Personal information
- Born: April 30, 1984 (age 42) Pamplona, Spain
- Listed height: 6 ft 4 in (1.93 m)
- Listed weight: 200 lb (91 kg)

Career information
- NBA draft: 2006: undrafted
- Playing career: 2002–present

Career history
- 2002–2003: Bilbao Basket
- 2003–2004: La Palma
- 2004–2005: Zaragoza
- 2005–2006: Breogán
- 2006–2007: Gipuzkoa Basket
- 2007: Estudiantes
- 2007–2008: León
- 2008–2010: Alicante
- 2010–2012: Sevilla
- 2012–2014: Unicaja
- 2014–2015: Gran Canaria
- 2015–2016: Gipuzkoa Basket
- 2016–2017: Obradoiro
- 2017-2018: Zaragoza
- 2018: Sevilla
- 2018–2019: Melilla
- 2020–present: Ourense

= Txemi Urtasun =

Spanish basketball player

José Miguel "Txemi" Urtasun Uriz (born April 30, 1984) is a Spanish professional basketball player for Ourense of the LEB Oro. He is a 6 ft 4 in tall shooting guard. His twin brother, Álex Urtasun, is also a professional basketball player.

==Professional career==
Urtasun began his pro career with Bilbao Basket of the Spanish 2nd Division for the 2002–03 season. He moved to UB La Palma in 2003. In 2004, he joined CAI Zaragoza. In 2005, he moved to Breogán. In 2006, he joined Bruesa GBC.

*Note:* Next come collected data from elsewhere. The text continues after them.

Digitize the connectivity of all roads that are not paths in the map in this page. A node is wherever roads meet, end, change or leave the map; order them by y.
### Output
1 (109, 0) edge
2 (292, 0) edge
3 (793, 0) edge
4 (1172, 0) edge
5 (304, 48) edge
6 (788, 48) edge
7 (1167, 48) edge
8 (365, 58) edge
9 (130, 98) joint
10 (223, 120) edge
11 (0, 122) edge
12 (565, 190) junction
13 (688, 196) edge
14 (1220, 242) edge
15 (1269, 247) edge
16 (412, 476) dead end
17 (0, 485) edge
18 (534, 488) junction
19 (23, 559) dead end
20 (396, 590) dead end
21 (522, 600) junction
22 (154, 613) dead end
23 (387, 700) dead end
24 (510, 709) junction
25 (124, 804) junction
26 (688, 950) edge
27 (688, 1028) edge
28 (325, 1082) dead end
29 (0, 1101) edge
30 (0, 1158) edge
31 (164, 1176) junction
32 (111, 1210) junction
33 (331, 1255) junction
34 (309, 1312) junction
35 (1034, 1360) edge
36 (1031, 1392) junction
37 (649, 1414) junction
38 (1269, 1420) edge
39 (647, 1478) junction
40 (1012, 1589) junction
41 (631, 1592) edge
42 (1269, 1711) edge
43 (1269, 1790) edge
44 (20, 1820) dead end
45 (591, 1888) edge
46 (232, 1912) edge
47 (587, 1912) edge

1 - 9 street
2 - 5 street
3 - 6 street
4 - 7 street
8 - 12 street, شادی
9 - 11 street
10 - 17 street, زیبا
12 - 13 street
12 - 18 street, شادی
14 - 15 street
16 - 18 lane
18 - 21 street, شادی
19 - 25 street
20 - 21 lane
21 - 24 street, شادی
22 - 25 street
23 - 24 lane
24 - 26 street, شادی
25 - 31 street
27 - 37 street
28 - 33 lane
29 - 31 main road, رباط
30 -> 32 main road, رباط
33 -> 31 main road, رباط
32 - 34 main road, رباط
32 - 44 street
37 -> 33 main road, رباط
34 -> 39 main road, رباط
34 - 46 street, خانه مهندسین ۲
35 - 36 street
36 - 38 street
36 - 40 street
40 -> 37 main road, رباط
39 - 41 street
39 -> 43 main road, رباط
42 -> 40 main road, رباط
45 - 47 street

Urtasun then joined Estudiantes for the 2007–08 season, before moving to play with Baloncesto León that same season. He moved to Lucentum Alicante in 2008. In 2010, he joined Cajasol, and in 2012 he moved to Unicaja.

In December 2017, Urtasun signed with CAI Zaragoza in a one-month deal. In March 2018, after a trial period, Urtasun signed another one-month deal with Real Betis Energía Plus, this being his second stint in the Andalusian team.

On August 14, 2018, Urtasun signed with Club Melilla Baloncesto of the LEB Oro.

==Spanish national team==
Urtasun was a member of the junior national teams of Spain. With Spain's junior national teams, he played at the 2002 FIBA Europe Under-18 Championship and at the 2004 FIBA Europe Under-20 Championship.